» Required work
For the listing below, report all lines that hold the word "roads".

#### Provided material

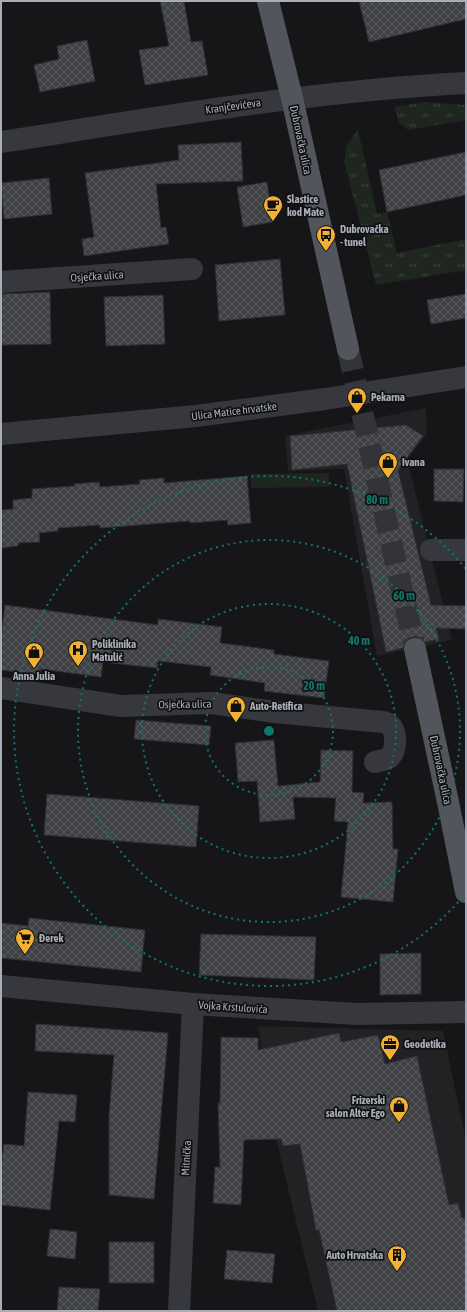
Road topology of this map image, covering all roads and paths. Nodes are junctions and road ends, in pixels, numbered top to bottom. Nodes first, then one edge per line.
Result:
1 (268, 1) edge
2 (466, 84) edge
3 (292, 98) junction
4 (1, 142) edge
5 (192, 269) dead end
6 (1, 282) edge
7 (348, 349) tunnel mouth
8 (466, 377) edge
9 (1, 434) edge
10 (431, 550) dead end
11 (466, 550) edge
12 (415, 649) tunnel mouth
13 (1, 688) edge
14 (375, 762) dead end
15 (466, 892) edge
16 (1, 986) edge
17 (193, 1004) junction
18 (466, 1012) edge
19 (179, 1311) edge

1 - 3 main road, Dubrovačka ulica
2 - 3 street, Kranjčevićeva
3 - 4 street, Kranjčevićeva
3 - 7 main road, Dubrovačka ulica
5 - 6 street, Osječka ulica
8 - 9 street, Ulica Matice hrvatske
10 - 11 street
12 - 15 main road, Dubrovačka ulica
13 - 14 street, Osječka ulica
16 - 17 street, Vojka Krstulovića
17 - 18 street, Vojka Krstulovića
17 - 19 street, Mitnička

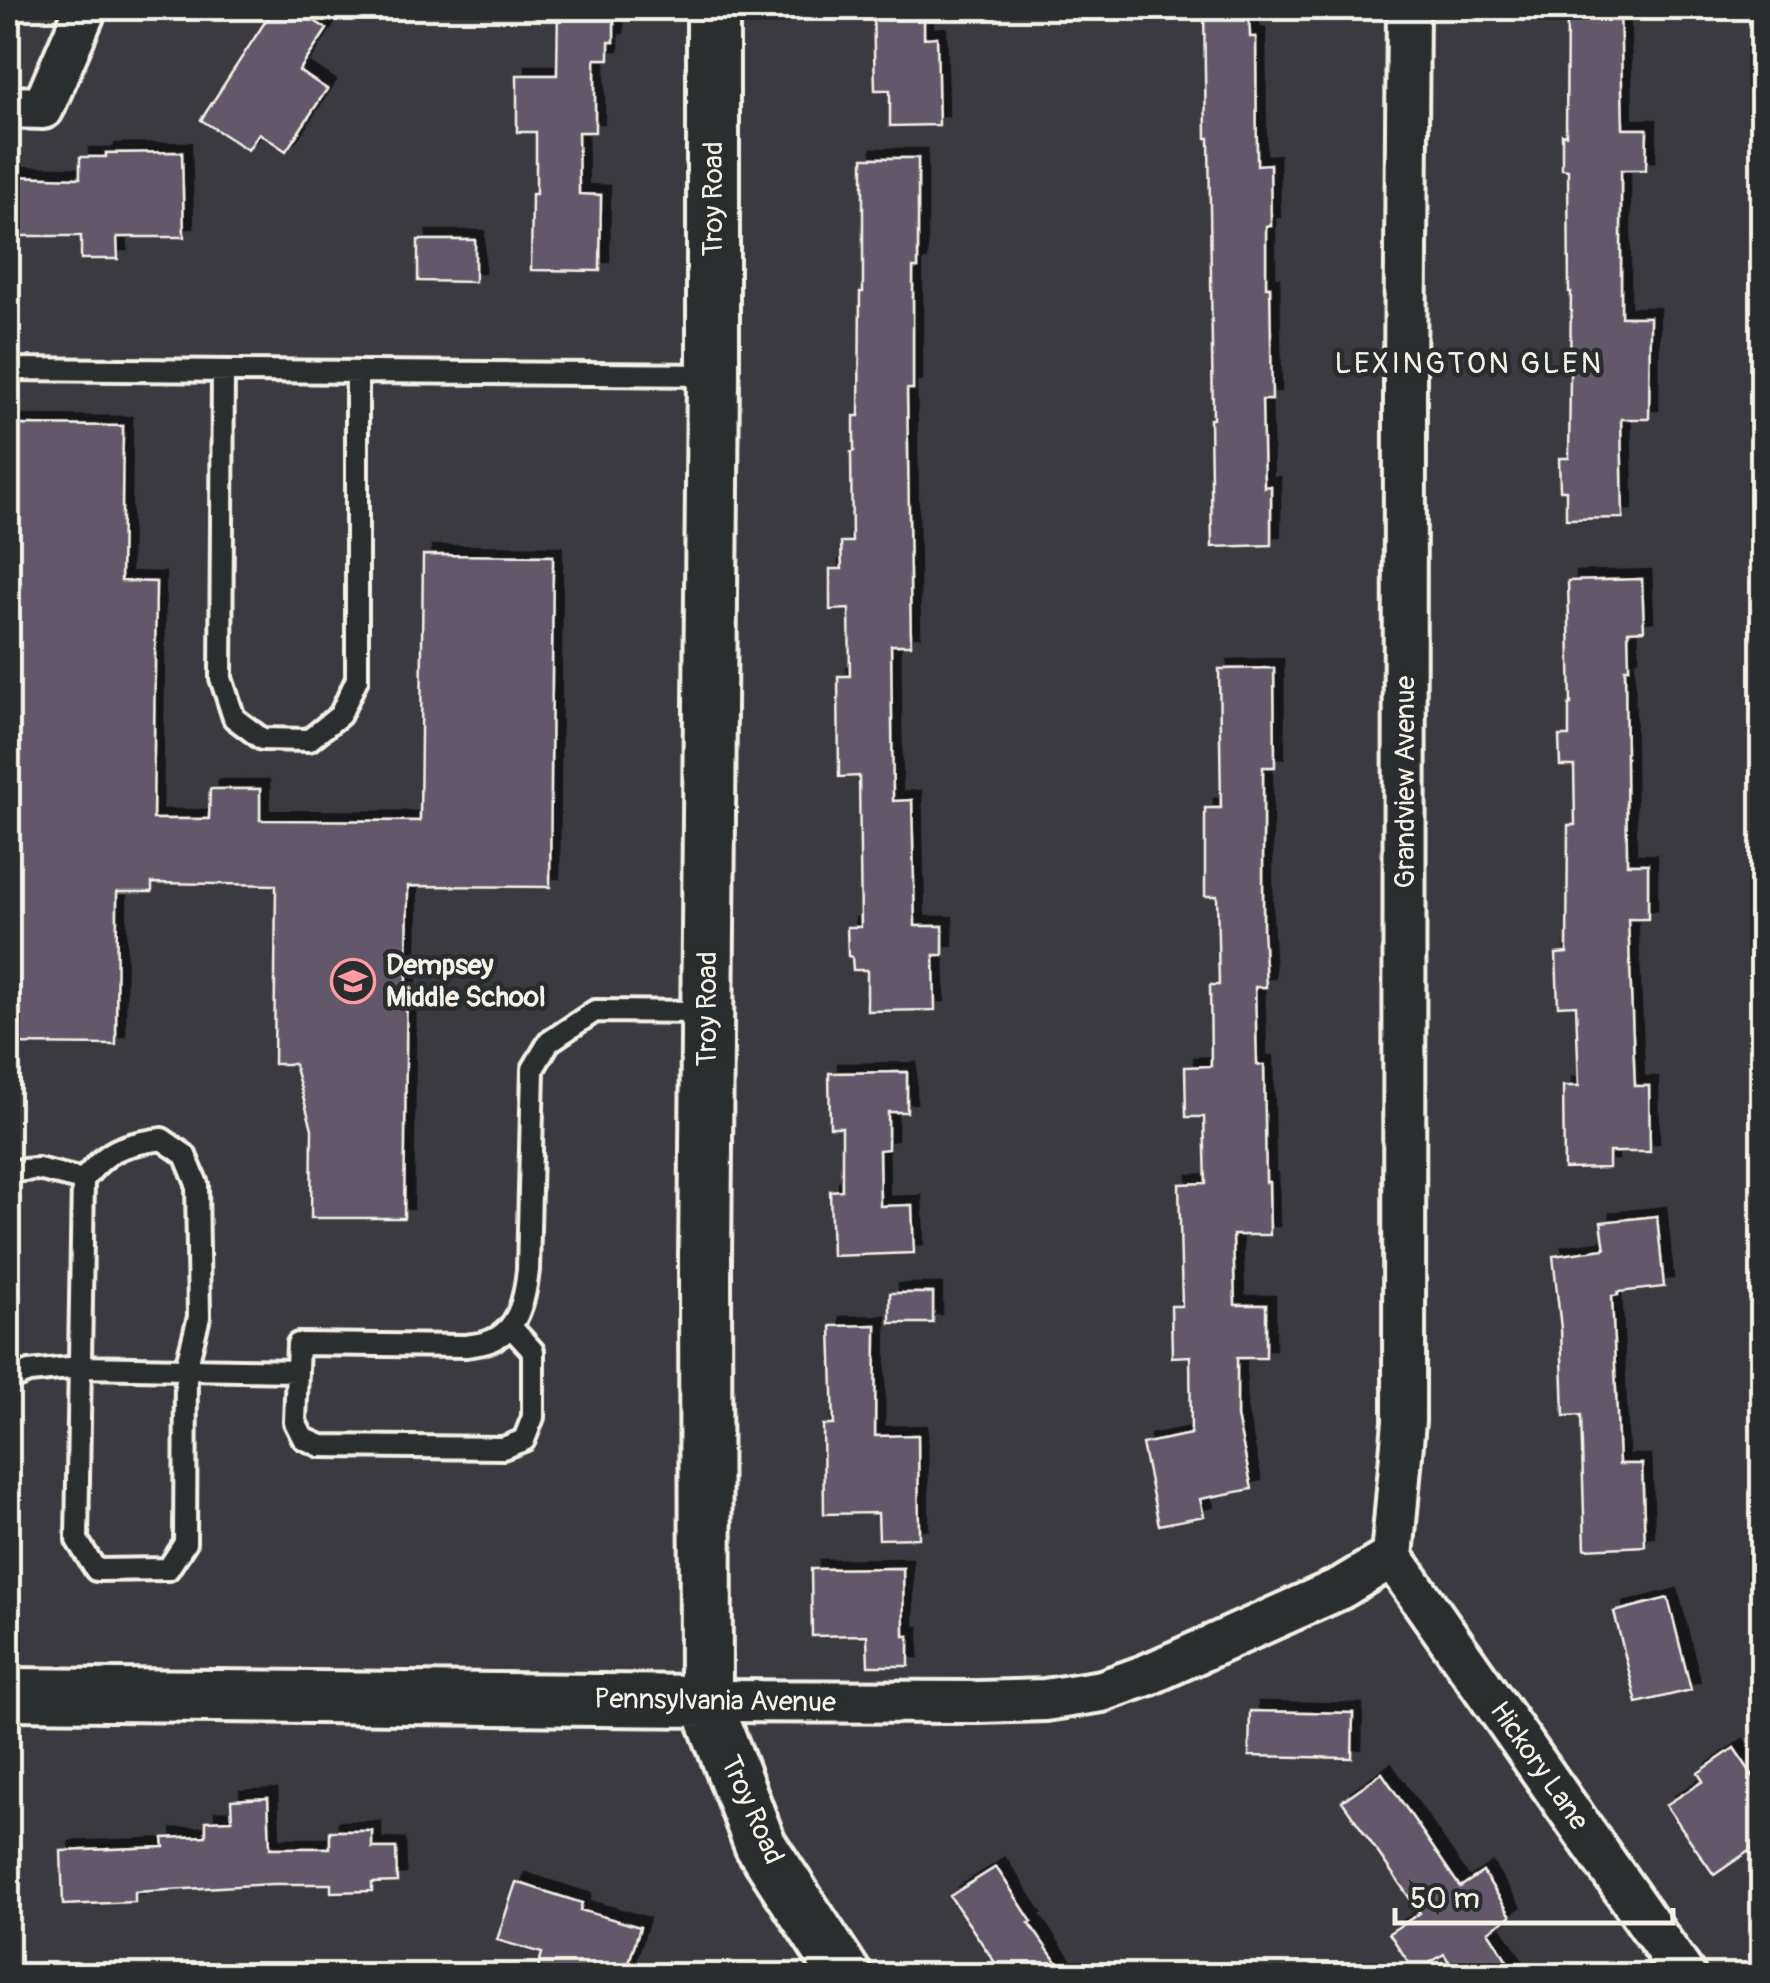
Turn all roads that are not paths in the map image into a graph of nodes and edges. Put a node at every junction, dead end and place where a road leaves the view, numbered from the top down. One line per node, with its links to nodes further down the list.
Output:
1 (86, 8): 4 (street)
2 (712, 8): 8 (street, Troy Road)
3 (1408, 8): 17 (street, Grandview Avenue)
4 (8, 107)
5 (8, 369): 6 (lane)
6 (222, 371): 7 (lane); 7 (lane)
7 (357, 372): 8 (lane)
8 (713, 375): 9 (street, Troy Road)
9 (708, 1012): 12 (lane); 19 (street, Troy Road)
10 (8, 1171): 11 (lane)
11 (83, 1180): 13 (lane); 14 (lane)
12 (511, 1327): 15 (lane); 15 (lane)
13 (80, 1367): 14 (lane); 14 (lane); 16 (lane)
14 (186, 1368): 15 (lane)
15 (297, 1370)
16 (8, 1380)
17 (1392, 1557): 19 (street, Pennsylvania Avenue); 21 (street, Hickory Lane)
18 (8, 1694): 19 (street, Pennsylvania Avenue)
19 (706, 1700): 20 (street, Troy Road)
20 (846, 1976)
21 (1686, 1976)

########

» Result
Road topology of this map image, covering all roads and paths. Nodes are junctions and road ends, in pixels, numbered top to bottom. Nodes first, then one edge per line.
Turn all roads that are not paths in the map image into a graph of nodes and edges. Put a node at every junction, dead end and place where a road leaves the view, numbered from the top down. One line per node, with its links to nodes further down the list.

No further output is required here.